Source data
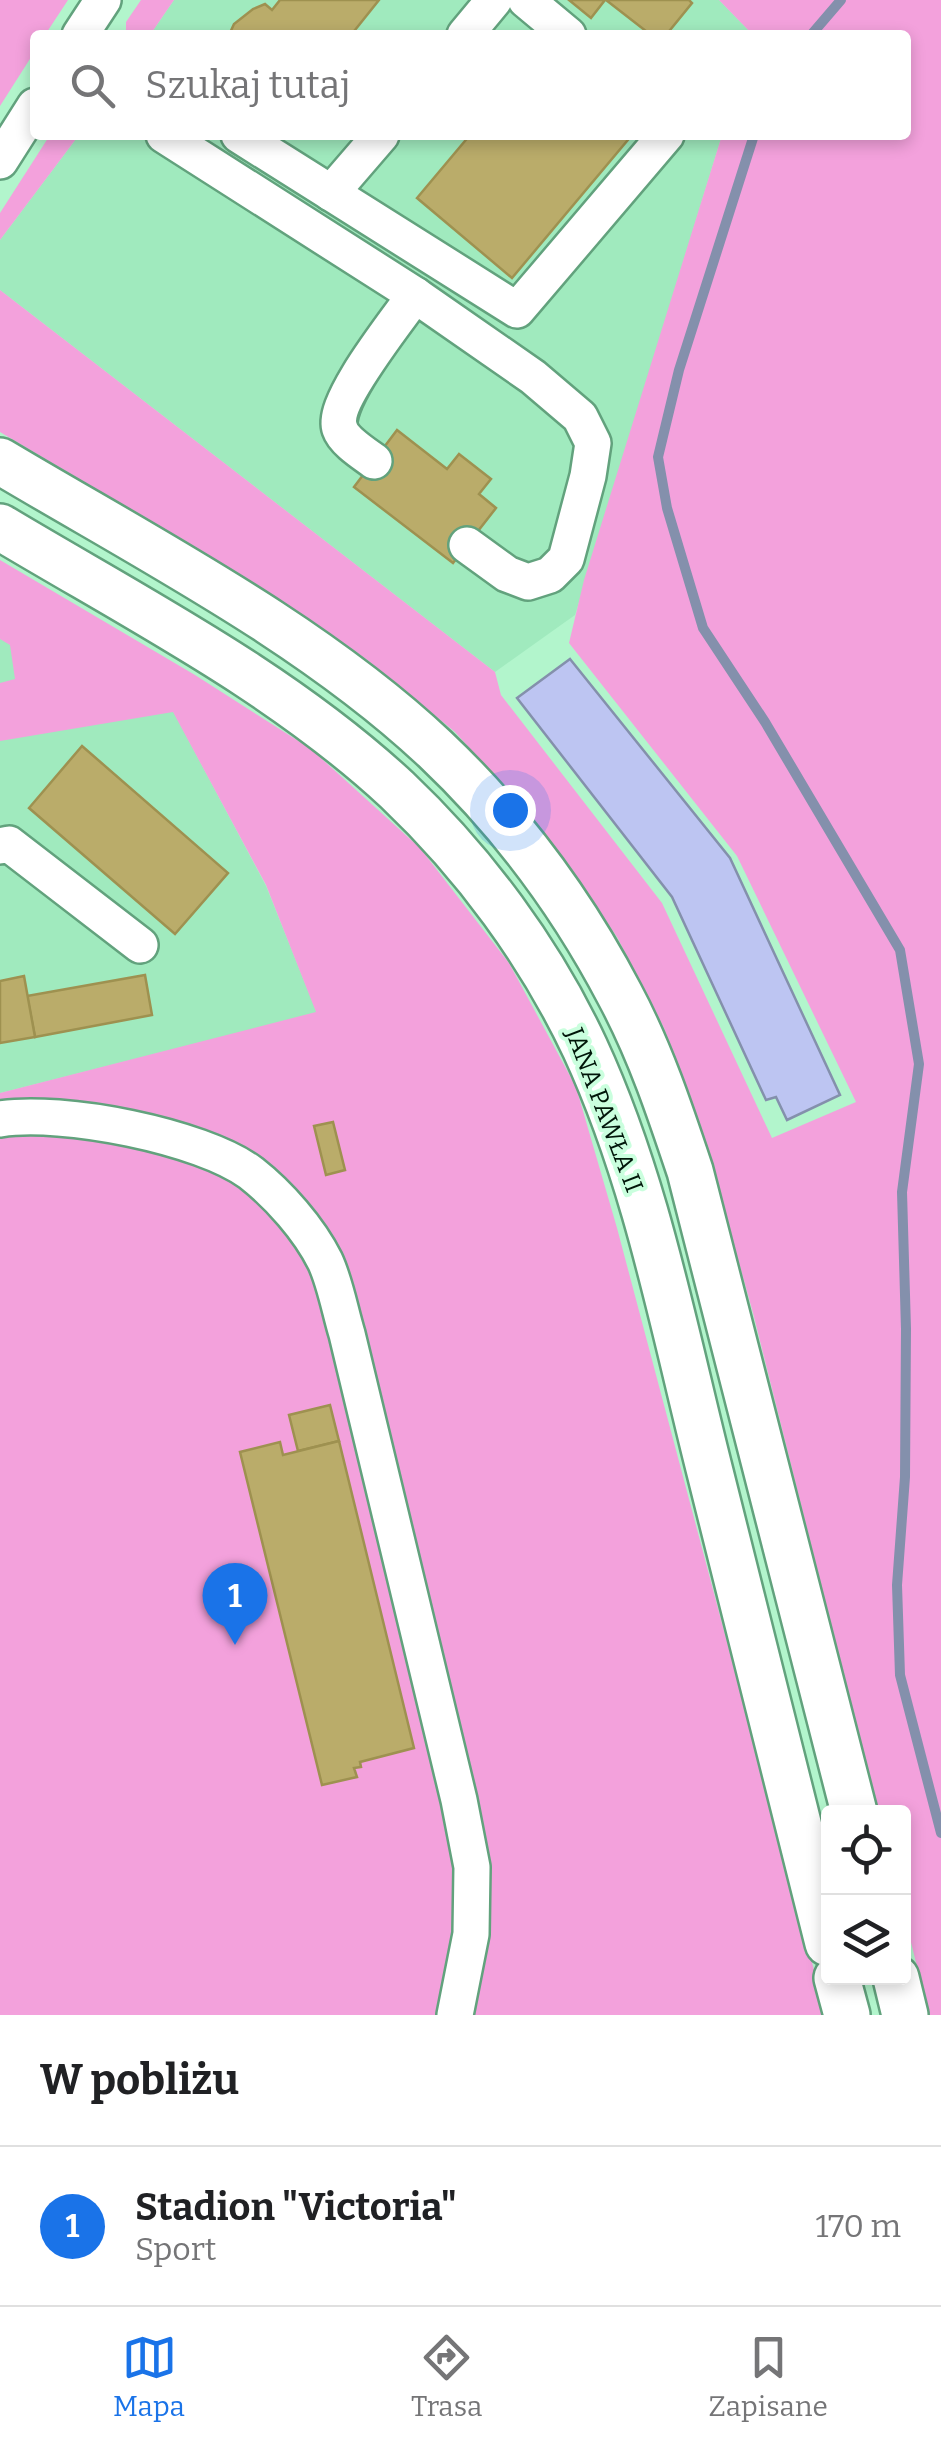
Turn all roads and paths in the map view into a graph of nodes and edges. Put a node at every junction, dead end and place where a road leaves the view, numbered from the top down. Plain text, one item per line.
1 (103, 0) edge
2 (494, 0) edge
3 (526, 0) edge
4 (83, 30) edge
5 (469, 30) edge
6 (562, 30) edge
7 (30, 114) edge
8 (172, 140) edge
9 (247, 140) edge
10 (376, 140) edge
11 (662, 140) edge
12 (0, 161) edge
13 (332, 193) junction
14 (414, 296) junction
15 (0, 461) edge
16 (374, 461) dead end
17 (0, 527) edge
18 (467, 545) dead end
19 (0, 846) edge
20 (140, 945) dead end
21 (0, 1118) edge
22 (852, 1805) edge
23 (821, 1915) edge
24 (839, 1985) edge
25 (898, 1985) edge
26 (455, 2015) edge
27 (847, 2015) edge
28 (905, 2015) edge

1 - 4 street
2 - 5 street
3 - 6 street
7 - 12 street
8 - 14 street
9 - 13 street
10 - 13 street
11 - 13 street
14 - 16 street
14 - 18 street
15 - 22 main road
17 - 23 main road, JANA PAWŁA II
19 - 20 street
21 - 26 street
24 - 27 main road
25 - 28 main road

**What is required**
Quote the entries in full. Any image among them is to be omitted from the copy.

**Task response**
Turn all roads and paths in the map view into a graph of nodes and edges. Put a node at every junction, dead end and place where a road leaves the view, numbered from the top down. Plain text, one item per line.
1 (103, 0) edge
2 (494, 0) edge
3 (526, 0) edge
4 (83, 30) edge
5 (469, 30) edge
6 (562, 30) edge
7 (30, 114) edge
8 (172, 140) edge
9 (247, 140) edge
10 (376, 140) edge
11 (662, 140) edge
12 (0, 161) edge
13 (332, 193) junction
14 (414, 296) junction
15 (0, 461) edge
16 (374, 461) dead end
17 (0, 527) edge
18 (467, 545) dead end
19 (0, 846) edge
20 (140, 945) dead end
21 (0, 1118) edge
22 (852, 1805) edge
23 (821, 1915) edge
24 (839, 1985) edge
25 (898, 1985) edge
26 (455, 2015) edge
27 (847, 2015) edge
28 (905, 2015) edge

1 - 4 street
2 - 5 street
3 - 6 street
7 - 12 street
8 - 14 street
9 - 13 street
10 - 13 street
11 - 13 street
14 - 16 street
14 - 18 street
15 - 22 main road
17 - 23 main road, JANA PAWŁA II
19 - 20 street
21 - 26 street
24 - 27 main road
25 - 28 main road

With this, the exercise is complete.